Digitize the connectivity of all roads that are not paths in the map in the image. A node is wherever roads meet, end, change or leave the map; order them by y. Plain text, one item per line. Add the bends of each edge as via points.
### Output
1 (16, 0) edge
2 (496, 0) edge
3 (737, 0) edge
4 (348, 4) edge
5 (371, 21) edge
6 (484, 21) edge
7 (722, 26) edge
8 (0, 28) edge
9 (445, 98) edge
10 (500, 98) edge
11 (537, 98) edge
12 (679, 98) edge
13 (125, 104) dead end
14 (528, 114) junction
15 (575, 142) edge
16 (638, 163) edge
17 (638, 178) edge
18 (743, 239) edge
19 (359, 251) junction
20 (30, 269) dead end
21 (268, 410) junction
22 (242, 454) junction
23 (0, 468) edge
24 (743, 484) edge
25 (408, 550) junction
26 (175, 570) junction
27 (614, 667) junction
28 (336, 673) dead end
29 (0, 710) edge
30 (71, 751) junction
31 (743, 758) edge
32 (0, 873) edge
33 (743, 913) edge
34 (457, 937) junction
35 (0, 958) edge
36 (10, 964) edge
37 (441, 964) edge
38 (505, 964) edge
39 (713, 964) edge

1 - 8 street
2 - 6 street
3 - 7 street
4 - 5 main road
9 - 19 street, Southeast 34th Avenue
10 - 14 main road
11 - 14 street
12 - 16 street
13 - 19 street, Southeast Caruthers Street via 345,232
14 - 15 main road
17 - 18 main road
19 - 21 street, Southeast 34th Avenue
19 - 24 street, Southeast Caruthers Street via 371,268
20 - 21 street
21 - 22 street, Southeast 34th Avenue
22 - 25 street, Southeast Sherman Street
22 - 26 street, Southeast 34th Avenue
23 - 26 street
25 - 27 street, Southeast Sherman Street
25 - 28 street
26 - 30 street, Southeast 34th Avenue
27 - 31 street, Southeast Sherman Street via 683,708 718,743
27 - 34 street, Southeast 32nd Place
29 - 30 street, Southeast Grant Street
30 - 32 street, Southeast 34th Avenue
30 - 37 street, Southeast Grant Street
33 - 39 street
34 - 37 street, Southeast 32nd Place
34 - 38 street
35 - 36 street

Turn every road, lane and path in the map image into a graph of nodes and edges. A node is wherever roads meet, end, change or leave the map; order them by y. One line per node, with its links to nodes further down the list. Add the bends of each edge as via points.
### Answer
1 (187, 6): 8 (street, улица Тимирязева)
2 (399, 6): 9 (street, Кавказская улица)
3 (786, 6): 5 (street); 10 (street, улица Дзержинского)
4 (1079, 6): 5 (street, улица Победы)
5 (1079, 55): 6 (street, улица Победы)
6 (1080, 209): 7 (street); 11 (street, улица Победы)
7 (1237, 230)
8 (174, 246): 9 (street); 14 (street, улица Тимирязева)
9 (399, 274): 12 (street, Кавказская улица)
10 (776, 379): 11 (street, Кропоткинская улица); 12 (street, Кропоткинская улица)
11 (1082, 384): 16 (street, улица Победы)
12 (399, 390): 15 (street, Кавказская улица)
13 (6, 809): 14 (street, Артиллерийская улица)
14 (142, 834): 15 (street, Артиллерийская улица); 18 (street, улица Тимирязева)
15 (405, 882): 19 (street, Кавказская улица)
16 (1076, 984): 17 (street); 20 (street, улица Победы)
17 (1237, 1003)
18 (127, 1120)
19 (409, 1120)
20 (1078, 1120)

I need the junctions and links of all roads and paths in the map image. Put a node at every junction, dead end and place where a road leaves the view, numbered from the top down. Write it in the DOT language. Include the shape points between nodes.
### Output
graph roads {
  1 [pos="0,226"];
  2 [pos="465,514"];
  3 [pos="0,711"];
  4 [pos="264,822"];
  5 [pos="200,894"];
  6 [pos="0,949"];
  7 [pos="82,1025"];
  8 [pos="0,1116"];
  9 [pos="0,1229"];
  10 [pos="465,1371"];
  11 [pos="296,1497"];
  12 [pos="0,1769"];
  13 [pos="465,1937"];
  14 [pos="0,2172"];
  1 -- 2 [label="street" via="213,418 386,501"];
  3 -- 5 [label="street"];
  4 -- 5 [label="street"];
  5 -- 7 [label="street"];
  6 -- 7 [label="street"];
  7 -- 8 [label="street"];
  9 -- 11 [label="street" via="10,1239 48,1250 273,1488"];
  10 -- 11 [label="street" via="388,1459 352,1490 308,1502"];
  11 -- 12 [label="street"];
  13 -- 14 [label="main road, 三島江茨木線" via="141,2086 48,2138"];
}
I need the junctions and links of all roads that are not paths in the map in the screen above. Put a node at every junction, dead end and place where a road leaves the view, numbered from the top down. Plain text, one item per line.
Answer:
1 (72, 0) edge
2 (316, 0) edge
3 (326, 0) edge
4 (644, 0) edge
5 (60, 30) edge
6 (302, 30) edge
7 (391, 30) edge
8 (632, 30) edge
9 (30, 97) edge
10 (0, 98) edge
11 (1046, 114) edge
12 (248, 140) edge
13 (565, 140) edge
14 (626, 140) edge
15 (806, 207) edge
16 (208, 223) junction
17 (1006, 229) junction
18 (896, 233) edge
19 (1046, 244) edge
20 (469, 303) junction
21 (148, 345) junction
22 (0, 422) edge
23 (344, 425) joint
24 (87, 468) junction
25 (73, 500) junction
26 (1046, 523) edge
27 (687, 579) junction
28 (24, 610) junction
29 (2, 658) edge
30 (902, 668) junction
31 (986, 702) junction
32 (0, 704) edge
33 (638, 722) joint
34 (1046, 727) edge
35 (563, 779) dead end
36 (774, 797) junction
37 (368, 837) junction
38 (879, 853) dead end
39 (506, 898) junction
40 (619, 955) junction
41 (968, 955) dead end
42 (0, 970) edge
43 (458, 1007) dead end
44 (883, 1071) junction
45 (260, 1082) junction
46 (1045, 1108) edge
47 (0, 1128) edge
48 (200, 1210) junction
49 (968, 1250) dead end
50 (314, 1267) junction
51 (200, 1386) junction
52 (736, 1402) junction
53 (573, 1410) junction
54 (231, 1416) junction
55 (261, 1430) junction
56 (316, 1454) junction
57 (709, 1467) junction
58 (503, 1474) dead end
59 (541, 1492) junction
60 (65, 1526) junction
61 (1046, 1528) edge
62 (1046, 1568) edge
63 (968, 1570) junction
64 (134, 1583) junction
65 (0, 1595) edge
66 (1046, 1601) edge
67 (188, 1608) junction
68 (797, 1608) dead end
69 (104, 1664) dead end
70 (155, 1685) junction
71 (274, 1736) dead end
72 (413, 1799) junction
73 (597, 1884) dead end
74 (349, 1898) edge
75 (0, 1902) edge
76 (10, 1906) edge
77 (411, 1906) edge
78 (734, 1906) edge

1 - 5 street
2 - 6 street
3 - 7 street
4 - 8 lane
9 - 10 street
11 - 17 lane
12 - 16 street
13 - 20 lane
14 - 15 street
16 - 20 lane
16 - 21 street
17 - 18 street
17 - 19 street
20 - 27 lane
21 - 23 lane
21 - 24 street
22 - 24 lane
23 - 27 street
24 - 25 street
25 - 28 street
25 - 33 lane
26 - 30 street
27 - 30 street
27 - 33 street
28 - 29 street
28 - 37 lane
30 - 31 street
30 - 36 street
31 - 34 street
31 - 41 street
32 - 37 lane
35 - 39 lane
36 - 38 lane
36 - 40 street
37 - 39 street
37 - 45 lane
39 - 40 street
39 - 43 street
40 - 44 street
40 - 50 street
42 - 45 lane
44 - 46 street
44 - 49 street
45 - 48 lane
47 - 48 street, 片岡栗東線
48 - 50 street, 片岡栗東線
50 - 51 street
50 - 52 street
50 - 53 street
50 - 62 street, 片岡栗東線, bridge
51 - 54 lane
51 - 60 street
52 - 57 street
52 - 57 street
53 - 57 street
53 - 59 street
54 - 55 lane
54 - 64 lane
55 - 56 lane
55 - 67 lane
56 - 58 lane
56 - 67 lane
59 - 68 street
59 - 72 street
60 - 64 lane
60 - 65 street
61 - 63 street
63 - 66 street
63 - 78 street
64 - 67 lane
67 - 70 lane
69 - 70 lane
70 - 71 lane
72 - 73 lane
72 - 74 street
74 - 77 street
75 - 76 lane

···

* **Exercise**:
Only the lines above starting with the one with "Turn every road, lane" and going through the one with "I need the junctions and links of all roads and" are to be copied, word for word and with both ends kept.

* **Result of the task**:
Turn every road, lane and path in the map image into a graph of nodes and edges. A node is wherever roads meet, end, change or leave the map; order them by y. One line per node, with its links to nodes further down the list. Add the bends of each edge as via points.
### Answer
1 (187, 6): 8 (street, улица Тимирязева)
2 (399, 6): 9 (street, Кавказская улица)
3 (786, 6): 5 (street); 10 (street, улица Дзержинского)
4 (1079, 6): 5 (street, улица Победы)
5 (1079, 55): 6 (street, улица Победы)
6 (1080, 209): 7 (street); 11 (street, улица Победы)
7 (1237, 230)
8 (174, 246): 9 (street); 14 (street, улица Тимирязева)
9 (399, 274): 12 (street, Кавказская улица)
10 (776, 379): 11 (street, Кропоткинская улица); 12 (street, Кропоткинская улица)
11 (1082, 384): 16 (street, улица Победы)
12 (399, 390): 15 (street, Кавказская улица)
13 (6, 809): 14 (street, Артиллерийская улица)
14 (142, 834): 15 (street, Артиллерийская улица); 18 (street, улица Тимирязева)
15 (405, 882): 19 (street, Кавказская улица)
16 (1076, 984): 17 (street); 20 (street, улица Победы)
17 (1237, 1003)
18 (127, 1120)
19 (409, 1120)
20 (1078, 1120)

I need the junctions and links of all roads and paths in the map image. Put a node at every junction, dead end and place where a road leaves the view, numbered from the top down. Write it in the DOT language. Include the shape points between nodes.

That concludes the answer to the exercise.